What is needed: Whenever a line in the entries includes the word "road", copy that line out.

(Saved data entries)

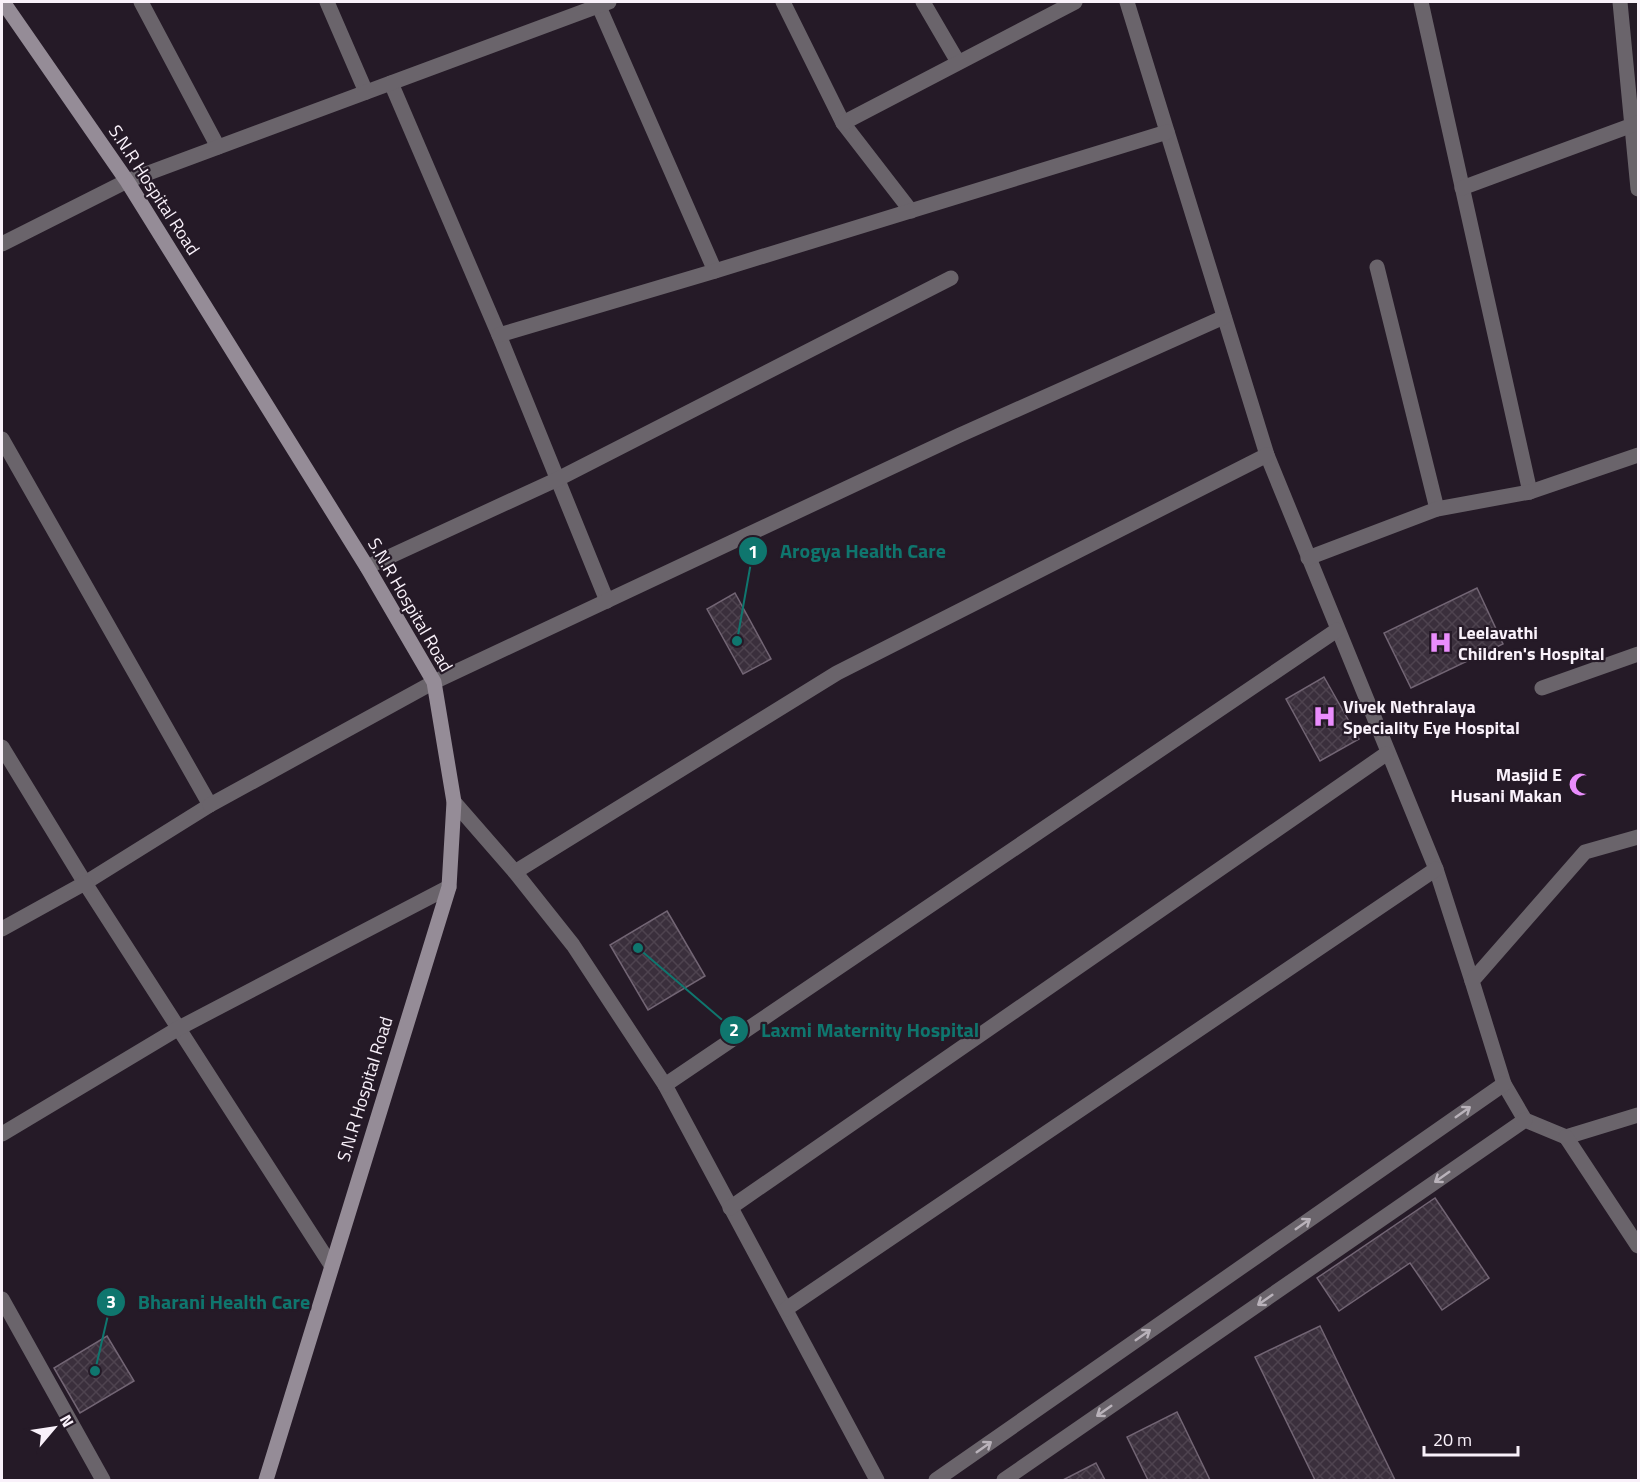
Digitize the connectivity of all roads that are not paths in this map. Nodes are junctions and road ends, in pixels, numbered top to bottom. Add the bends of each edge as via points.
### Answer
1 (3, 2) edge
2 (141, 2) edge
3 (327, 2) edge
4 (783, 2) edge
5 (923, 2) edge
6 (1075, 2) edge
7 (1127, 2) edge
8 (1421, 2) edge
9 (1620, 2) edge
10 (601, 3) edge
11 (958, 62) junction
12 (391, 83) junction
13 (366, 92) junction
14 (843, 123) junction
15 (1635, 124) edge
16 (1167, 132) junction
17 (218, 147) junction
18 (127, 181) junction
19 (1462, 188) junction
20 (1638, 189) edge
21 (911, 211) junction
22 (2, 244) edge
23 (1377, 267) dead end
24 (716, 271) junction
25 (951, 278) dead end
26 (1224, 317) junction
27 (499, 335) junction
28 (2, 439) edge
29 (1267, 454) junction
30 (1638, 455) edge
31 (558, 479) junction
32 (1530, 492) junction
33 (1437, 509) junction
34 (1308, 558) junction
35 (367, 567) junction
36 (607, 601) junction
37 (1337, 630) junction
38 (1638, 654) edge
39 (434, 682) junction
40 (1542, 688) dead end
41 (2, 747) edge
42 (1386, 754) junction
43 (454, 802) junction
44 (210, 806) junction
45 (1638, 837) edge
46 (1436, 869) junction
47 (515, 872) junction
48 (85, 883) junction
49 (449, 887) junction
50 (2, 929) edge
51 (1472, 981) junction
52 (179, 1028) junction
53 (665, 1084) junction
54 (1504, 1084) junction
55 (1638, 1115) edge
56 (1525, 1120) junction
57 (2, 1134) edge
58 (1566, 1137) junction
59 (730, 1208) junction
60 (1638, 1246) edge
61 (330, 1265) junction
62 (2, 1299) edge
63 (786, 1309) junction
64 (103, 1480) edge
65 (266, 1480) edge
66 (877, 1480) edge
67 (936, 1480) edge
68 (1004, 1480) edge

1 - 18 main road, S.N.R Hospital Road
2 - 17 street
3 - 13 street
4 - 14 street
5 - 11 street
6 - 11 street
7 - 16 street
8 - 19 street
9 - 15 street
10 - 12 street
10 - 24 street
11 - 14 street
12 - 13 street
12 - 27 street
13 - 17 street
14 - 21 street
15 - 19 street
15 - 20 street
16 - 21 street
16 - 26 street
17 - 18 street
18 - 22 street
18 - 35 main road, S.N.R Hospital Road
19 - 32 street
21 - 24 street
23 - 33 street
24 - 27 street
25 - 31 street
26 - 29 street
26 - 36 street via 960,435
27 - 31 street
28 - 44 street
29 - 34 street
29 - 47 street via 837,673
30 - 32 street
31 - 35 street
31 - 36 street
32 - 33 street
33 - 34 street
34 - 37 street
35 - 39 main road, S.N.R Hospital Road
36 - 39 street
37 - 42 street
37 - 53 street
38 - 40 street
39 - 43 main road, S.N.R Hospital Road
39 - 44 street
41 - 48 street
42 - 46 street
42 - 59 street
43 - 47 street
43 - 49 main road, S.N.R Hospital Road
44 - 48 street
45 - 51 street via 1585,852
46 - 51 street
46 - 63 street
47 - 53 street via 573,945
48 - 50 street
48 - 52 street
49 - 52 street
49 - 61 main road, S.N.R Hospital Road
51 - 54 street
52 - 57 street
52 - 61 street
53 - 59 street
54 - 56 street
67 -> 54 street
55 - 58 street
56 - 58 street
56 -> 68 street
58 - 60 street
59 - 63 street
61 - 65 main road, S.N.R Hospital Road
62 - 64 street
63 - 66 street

Written response:
Digitize the connectivity of all roads that are not paths in this map. Nodes are junctions and road ends, in pixels, numbered top to bottom. Add the bends of each edge as via points.
1 - 18 main road, S.N.R Hospital Road
18 - 35 main road, S.N.R Hospital Road
35 - 39 main road, S.N.R Hospital Road
39 - 43 main road, S.N.R Hospital Road
43 - 49 main road, S.N.R Hospital Road
49 - 61 main road, S.N.R Hospital Road
61 - 65 main road, S.N.R Hospital Road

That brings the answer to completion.